■ **Problem to work on**: Exact copy, pictures excluded: reproduce every record below.

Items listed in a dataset
== Segment start ==

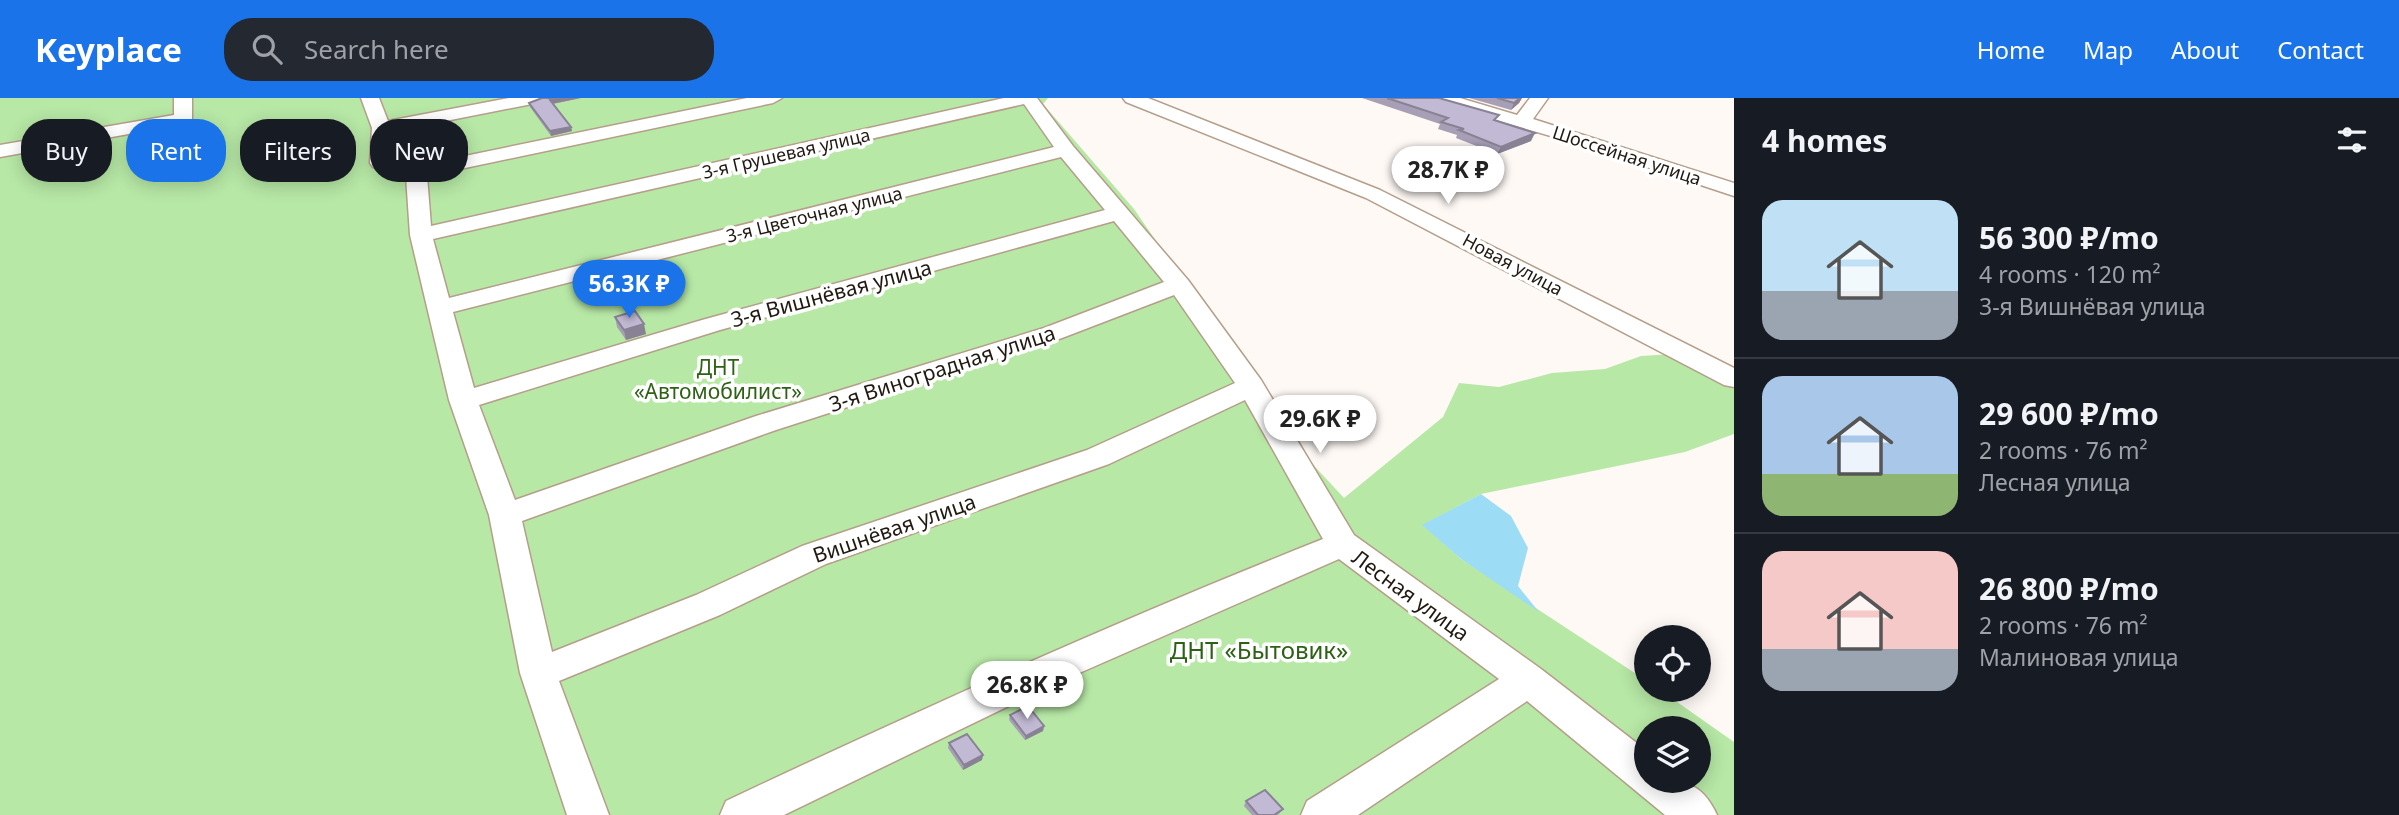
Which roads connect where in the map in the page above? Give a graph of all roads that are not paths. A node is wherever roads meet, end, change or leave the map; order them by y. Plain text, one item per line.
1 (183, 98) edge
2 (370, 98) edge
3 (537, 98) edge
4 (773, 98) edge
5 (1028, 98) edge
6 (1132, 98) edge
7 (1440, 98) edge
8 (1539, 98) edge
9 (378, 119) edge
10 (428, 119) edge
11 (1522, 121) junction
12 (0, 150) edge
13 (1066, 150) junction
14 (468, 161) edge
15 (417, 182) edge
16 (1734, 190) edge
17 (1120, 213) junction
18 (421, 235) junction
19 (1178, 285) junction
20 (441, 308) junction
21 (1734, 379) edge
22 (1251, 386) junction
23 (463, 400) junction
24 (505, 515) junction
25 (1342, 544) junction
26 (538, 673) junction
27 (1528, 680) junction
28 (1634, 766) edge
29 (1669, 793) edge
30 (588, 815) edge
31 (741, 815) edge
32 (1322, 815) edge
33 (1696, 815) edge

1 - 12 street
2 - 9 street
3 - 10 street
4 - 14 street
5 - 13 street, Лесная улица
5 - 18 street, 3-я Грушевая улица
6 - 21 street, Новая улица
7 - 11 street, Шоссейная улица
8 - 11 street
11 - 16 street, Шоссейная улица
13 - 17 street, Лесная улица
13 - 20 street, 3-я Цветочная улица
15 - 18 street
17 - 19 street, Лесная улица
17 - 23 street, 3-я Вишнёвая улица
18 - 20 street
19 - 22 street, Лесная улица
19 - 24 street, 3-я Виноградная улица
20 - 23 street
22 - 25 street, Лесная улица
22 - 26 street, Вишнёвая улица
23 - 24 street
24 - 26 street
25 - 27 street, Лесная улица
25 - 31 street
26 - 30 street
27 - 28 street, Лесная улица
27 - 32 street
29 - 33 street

== Segment end ==

■ **Response for this exercise**:
Which roads connect where in the map in the page above? Give a graph of all roads that are not paths. A node is wherever roads meet, end, change or leave the map; order them by y. Plain text, one item per line.
1 (183, 98) edge
2 (370, 98) edge
3 (537, 98) edge
4 (773, 98) edge
5 (1028, 98) edge
6 (1132, 98) edge
7 (1440, 98) edge
8 (1539, 98) edge
9 (378, 119) edge
10 (428, 119) edge
11 (1522, 121) junction
12 (0, 150) edge
13 (1066, 150) junction
14 (468, 161) edge
15 (417, 182) edge
16 (1734, 190) edge
17 (1120, 213) junction
18 (421, 235) junction
19 (1178, 285) junction
20 (441, 308) junction
21 (1734, 379) edge
22 (1251, 386) junction
23 (463, 400) junction
24 (505, 515) junction
25 (1342, 544) junction
26 (538, 673) junction
27 (1528, 680) junction
28 (1634, 766) edge
29 (1669, 793) edge
30 (588, 815) edge
31 (741, 815) edge
32 (1322, 815) edge
33 (1696, 815) edge

1 - 12 street
2 - 9 street
3 - 10 street
4 - 14 street
5 - 13 street, Лесная улица
5 - 18 street, 3-я Грушевая улица
6 - 21 street, Новая улица
7 - 11 street, Шоссейная улица
8 - 11 street
11 - 16 street, Шоссейная улица
13 - 17 street, Лесная улица
13 - 20 street, 3-я Цветочная улица
15 - 18 street
17 - 19 street, Лесная улица
17 - 23 street, 3-я Вишнёвая улица
18 - 20 street
19 - 22 street, Лесная улица
19 - 24 street, 3-я Виноградная улица
20 - 23 street
22 - 25 street, Лесная улица
22 - 26 street, Вишнёвая улица
23 - 24 street
24 - 26 street
25 - 27 street, Лесная улица
25 - 31 street
26 - 30 street
27 - 28 street, Лесная улица
27 - 32 street
29 - 33 street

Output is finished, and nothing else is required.